● STORED DATA
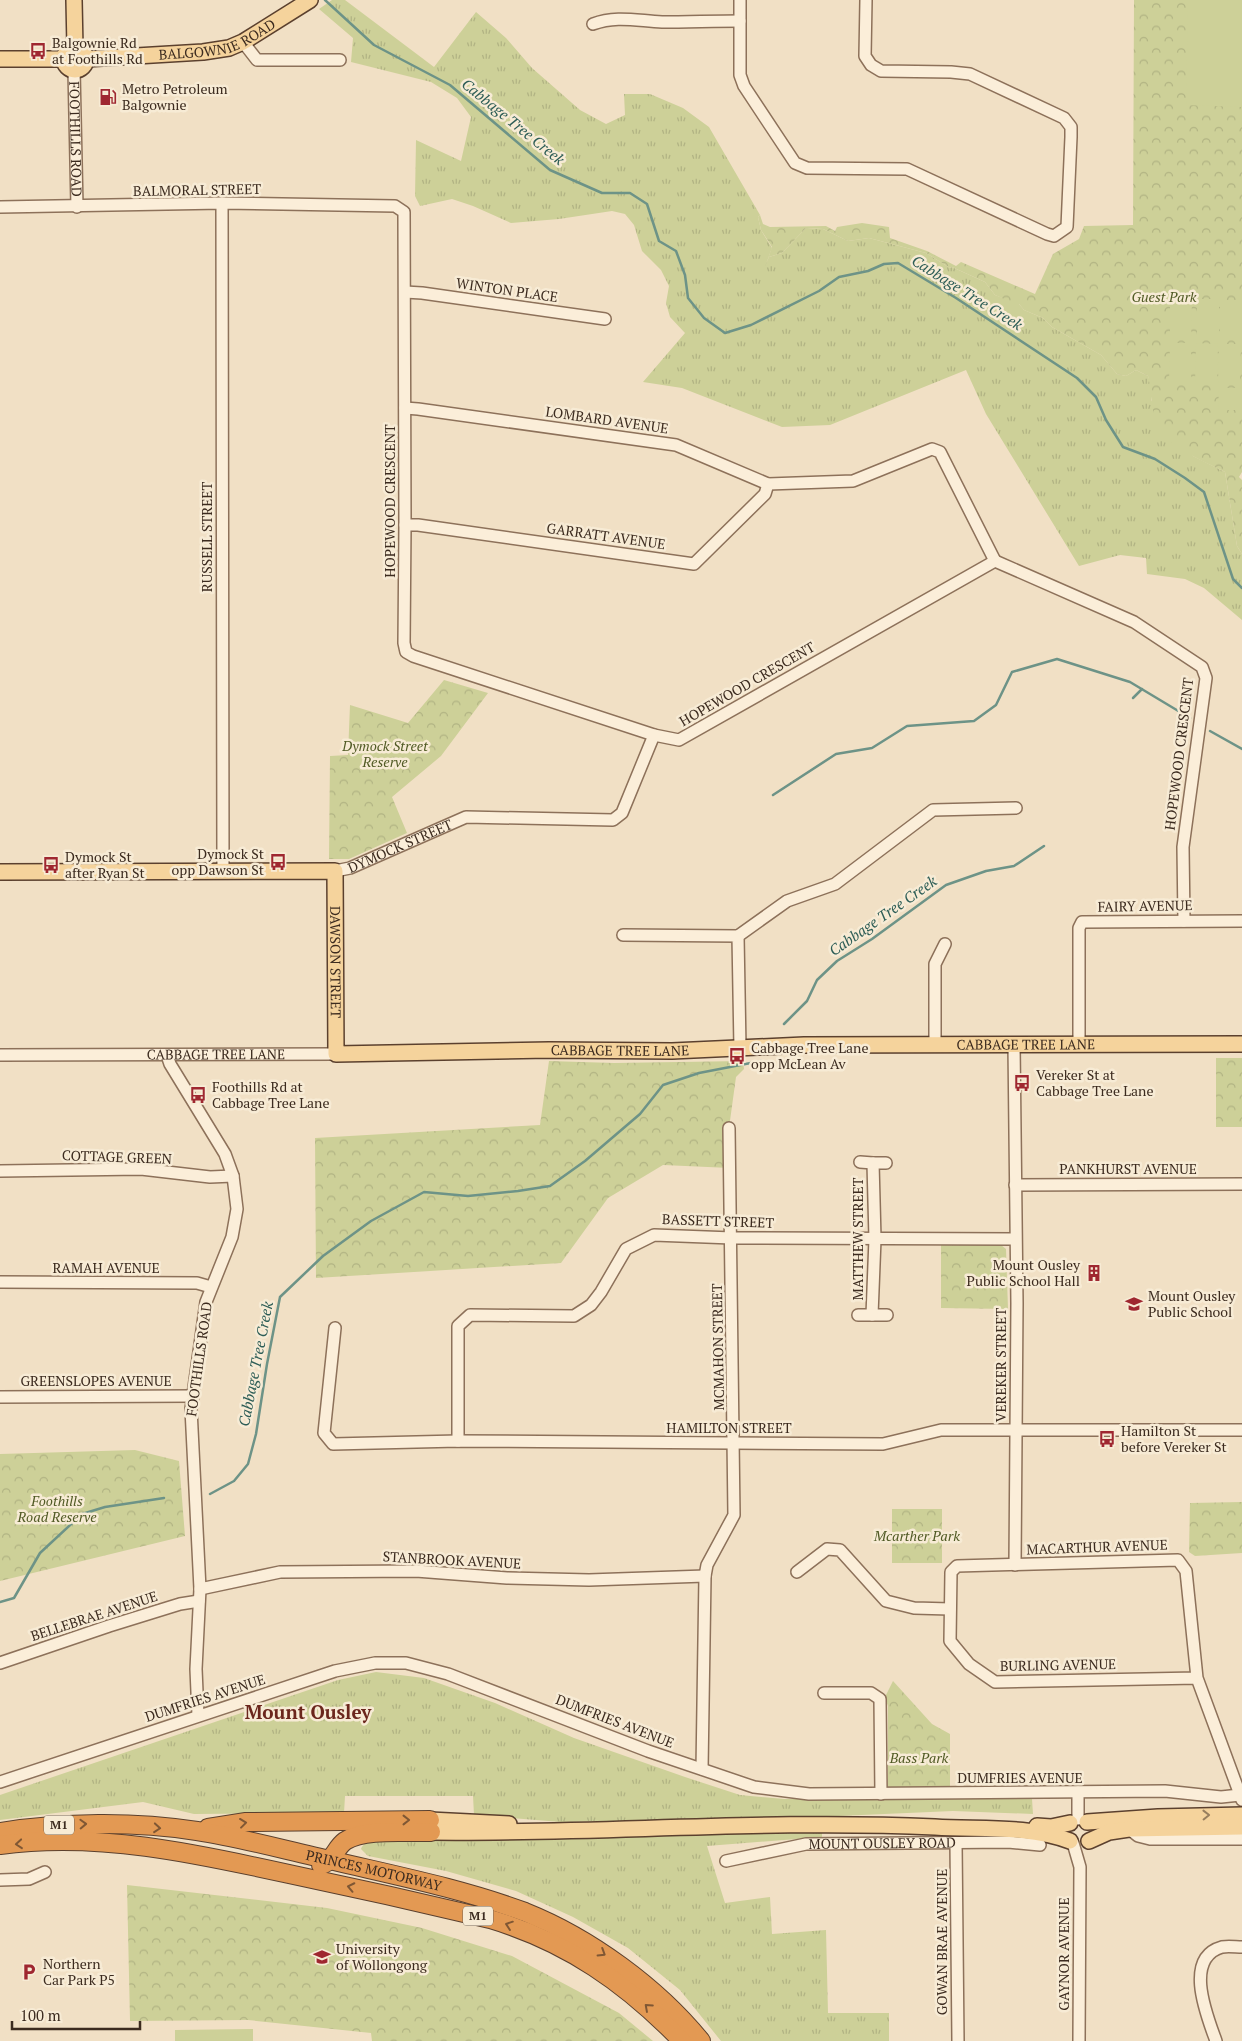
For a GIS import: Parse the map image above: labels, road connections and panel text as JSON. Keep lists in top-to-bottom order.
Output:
{
  "streets": {
    "highway": ["M1", "PRINCES MOTORWAY"],
    "main road": [
      "BALGOWNIE ROAD",
      "DYMOCK STREET",
      "DAWSON STREET",
      "CABBAGE TREE LANE",
      "MOUNT OUSLEY ROAD"
    ],
    "street": [
      "FOOTHILLS ROAD",
      "BALMORAL STREET",
      "WINTON PLACE",
      "LOMBARD AVENUE",
      "HOPEWOOD CRESCENT",
      "GARRATT AVENUE",
      "RUSSELL STREET",
      "FAIRY AVENUE",
      "COTTAGE GREEN",
      "PANKHURST AVENUE",
      "BASSETT STREET",
      "MATTHEW STREET",
      "RAMAH AVENUE",
      "MCMAHON STREET",
      "VEREKER STREET",
      "GREENSLOPES AVENUE",
      "HAMILTON STREET",
      "MACARTHUR AVENUE",
      "STANBROOK AVENUE",
      "BELLEBRAE AVENUE",
      "BURLING AVENUE",
      "DUMFRIES AVENUE",
      "GOWAN BRAE AVENUE",
      "GAYNOR AVENUE"
    ]
  },
  "crossings": [
    ["BALGOWNIE ROAD", "FOOTHILLS ROAD"],
    ["FOOTHILLS ROAD", "BALMORAL STREET"],
    ["FOOTHILLS ROAD", "CABBAGE TREE LANE"],
    ["FOOTHILLS ROAD", "COTTAGE GREEN"],
    ["FOOTHILLS ROAD", "RAMAH AVENUE"],
    ["FOOTHILLS ROAD", "GREENSLOPES AVENUE"],
    ["FOOTHILLS ROAD", "STANBROOK AVENUE"],
    ["FOOTHILLS ROAD", "BELLEBRAE AVENUE"],
    ["FOOTHILLS ROAD", "DUMFRIES AVENUE"],
    ["BALMORAL STREET", "HOPEWOOD CRESCENT"],
    ["BALMORAL STREET", "RUSSELL STREET"],
    ["WINTON PLACE", "HOPEWOOD CRESCENT"],
    ["LOMBARD AVENUE", "HOPEWOOD CRESCENT"],
    ["LOMBARD AVENUE", "GARRATT AVENUE"],
    ["HOPEWOOD CRESCENT", "GARRATT AVENUE"],
    ["HOPEWOOD CRESCENT", "DYMOCK STREET"],
    ["HOPEWOOD CRESCENT", "FAIRY AVENUE"],
    ["RUSSELL STREET", "DYMOCK STREET"],
    ["DYMOCK STREET", "DAWSON STREET"],
    ["FAIRY AVENUE", "CABBAGE TREE LANE"],
    ["DAWSON STREET", "CABBAGE TREE LANE"],
    ["CABBAGE TREE LANE", "VEREKER STREET"],
    ["PANKHURST AVENUE", "VEREKER STREET"],
    ["BASSETT STREET", "MATTHEW STREET"],
    ["BASSETT STREET", "MCMAHON STREET"],
    ["BASSETT STREET", "VEREKER STREET"],
    ["BASSETT STREET", "HAMILTON STREET"],
    ["MCMAHON STREET", "HAMILTON STREET"],
    ["MCMAHON STREET", "STANBROOK AVENUE"],
    ["MCMAHON STREET", "DUMFRIES AVENUE"],
    ["VEREKER STREET", "HAMILTON STREET"],
    ["VEREKER STREET", "MACARTHUR AVENUE"],
    ["VEREKER STREET", "BURLING AVENUE"],
    ["MACARTHUR AVENUE", "BURLING AVENUE"],
    ["STANBROOK AVENUE", "BELLEBRAE AVENUE"],
    ["MOUNT OUSLEY ROAD", "GOWAN BRAE AVENUE"],
    ["MOUNT OUSLEY ROAD", "GAYNOR AVENUE"]
  ],
  "districts": ["Mount Ousley"],
  "water": ["Cabbage Tree Creek"],
  "parks": [
    "Guest Park",
    "Dymock Street Reserve",
    "Foothills Road Reserve",
    "Mcarther Park",
    "Bass Park"
  ],
  "places": {
    "bus stop": [
      "Balgownie Rd at Foothills Rd",
      "Dymock St opp Dawson St",
      "Dymock St after Ryan St",
      "Cabbage Tree Lane opp McLean Av",
      "Vereker St at Cabbage Tree Lane",
      "Foothills Rd at Cabbage Tree Lane",
      "Hamilton St before Vereker St"
    ],
    "fuel station": ["Metro Petroleum Balgownie"],
    "building": ["Mount Ousley Public School Hall"],
    "school or university": ["Mount Ousley Public School", "University of Wollongong"],
    "parking": ["Northern Car Park P5"]
  },
  "scale_bar": "100 m"
}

● EXERCISE AIM
The answer must be every line from the records above that contains "GAYNOR".

● EXERCISE ANSWER
      "GAYNOR AVENUE"
    ["MOUNT OUSLEY ROAD", "GAYNOR AVENUE"]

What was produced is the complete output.